Time to time I really search for what I can be interested in.
It seems I am a person who can't stand without having anything entertain me.
At least I wanna feel something which LOOKS LIKE interesting.

Today I do net surfing though my mobile also PC, but nothing could catch my attention.
Fashion?-What I want to wear? how do I want to look like?
Concert?-Of which artist? which genre?POP, R&B, ROCK?
Amusement park?-What atractions? with who?
Sports?-winter sports? --no way, too cold to think about it
Drinking?- alchorl doesn't really work for me basically,
Parting?- for What?
Museum?- mmm...not really
Travel?- not bad, to where?
Painting?- Lazy to prepare matrerials,
BLogging?- ye...s, now writing...but.
Karaoke?- be in cold. very bad voice now.
Restaurant?- I want to experience really high level restaurant with great view. but not now.
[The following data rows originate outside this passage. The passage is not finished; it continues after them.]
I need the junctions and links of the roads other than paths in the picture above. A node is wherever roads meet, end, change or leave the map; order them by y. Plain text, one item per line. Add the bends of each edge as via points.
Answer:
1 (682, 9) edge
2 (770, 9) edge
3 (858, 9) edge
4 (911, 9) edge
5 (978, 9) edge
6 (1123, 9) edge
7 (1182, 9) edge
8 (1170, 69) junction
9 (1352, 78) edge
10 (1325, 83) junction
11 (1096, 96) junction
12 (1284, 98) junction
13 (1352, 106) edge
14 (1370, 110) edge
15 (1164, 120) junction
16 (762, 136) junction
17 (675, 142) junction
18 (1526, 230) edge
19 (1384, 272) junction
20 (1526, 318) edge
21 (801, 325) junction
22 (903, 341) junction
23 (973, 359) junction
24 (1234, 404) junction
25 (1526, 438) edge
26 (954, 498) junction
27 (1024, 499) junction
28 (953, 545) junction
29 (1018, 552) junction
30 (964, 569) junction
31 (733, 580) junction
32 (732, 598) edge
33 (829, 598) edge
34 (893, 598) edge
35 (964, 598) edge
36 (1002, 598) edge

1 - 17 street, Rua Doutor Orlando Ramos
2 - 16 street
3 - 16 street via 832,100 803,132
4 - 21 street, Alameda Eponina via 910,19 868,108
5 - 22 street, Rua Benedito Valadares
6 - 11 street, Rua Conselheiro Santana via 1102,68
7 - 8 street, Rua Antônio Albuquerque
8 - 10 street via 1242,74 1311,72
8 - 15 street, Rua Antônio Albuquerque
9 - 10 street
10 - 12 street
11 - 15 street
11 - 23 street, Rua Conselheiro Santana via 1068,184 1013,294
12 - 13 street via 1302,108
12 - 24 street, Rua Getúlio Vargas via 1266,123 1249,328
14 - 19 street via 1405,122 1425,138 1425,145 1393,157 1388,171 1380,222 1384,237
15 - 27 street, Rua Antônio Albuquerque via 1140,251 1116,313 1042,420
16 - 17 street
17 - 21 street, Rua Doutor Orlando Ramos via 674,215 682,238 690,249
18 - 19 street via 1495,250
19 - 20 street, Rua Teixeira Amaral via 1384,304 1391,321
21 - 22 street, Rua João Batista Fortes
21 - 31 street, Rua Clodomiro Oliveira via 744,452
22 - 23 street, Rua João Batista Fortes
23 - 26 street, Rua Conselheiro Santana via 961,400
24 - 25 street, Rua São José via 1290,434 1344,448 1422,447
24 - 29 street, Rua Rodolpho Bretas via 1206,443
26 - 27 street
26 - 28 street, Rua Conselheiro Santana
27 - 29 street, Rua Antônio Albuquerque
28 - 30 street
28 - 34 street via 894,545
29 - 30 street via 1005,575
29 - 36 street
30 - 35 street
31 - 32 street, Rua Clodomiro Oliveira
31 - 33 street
I don't lke the status which I don't know what I want to do.
I feel energy inside me but nobody tell me how I release it. It is only me to
make the situation better as this is all concerned my self.

What make me weak is uncertin thing. It is also source of exiting but basically it totally depends on how you take it. I personally am thinking of where I'll be in next 6 months and unconciously start to prepare for it. -I hesitate to make any promise with friends in next 6 months for example-

Communication gets deeper as time goes and also it gets difficult to stay without it.
but how difficult to stop myself to go forward something what I'm interested in.
Think about the future, don't touch the forbidden apple.

many poeple, many thoughts.

I'm only one as you are, poeple usually don't see the context behind the fact.
Nor do I. Really easy to lost the aim, and for what I have aim. what is the meaning to stick to do something? who knows, you know. I know!

Yes, I get back to myself know. time cunsuming time. but I needed it.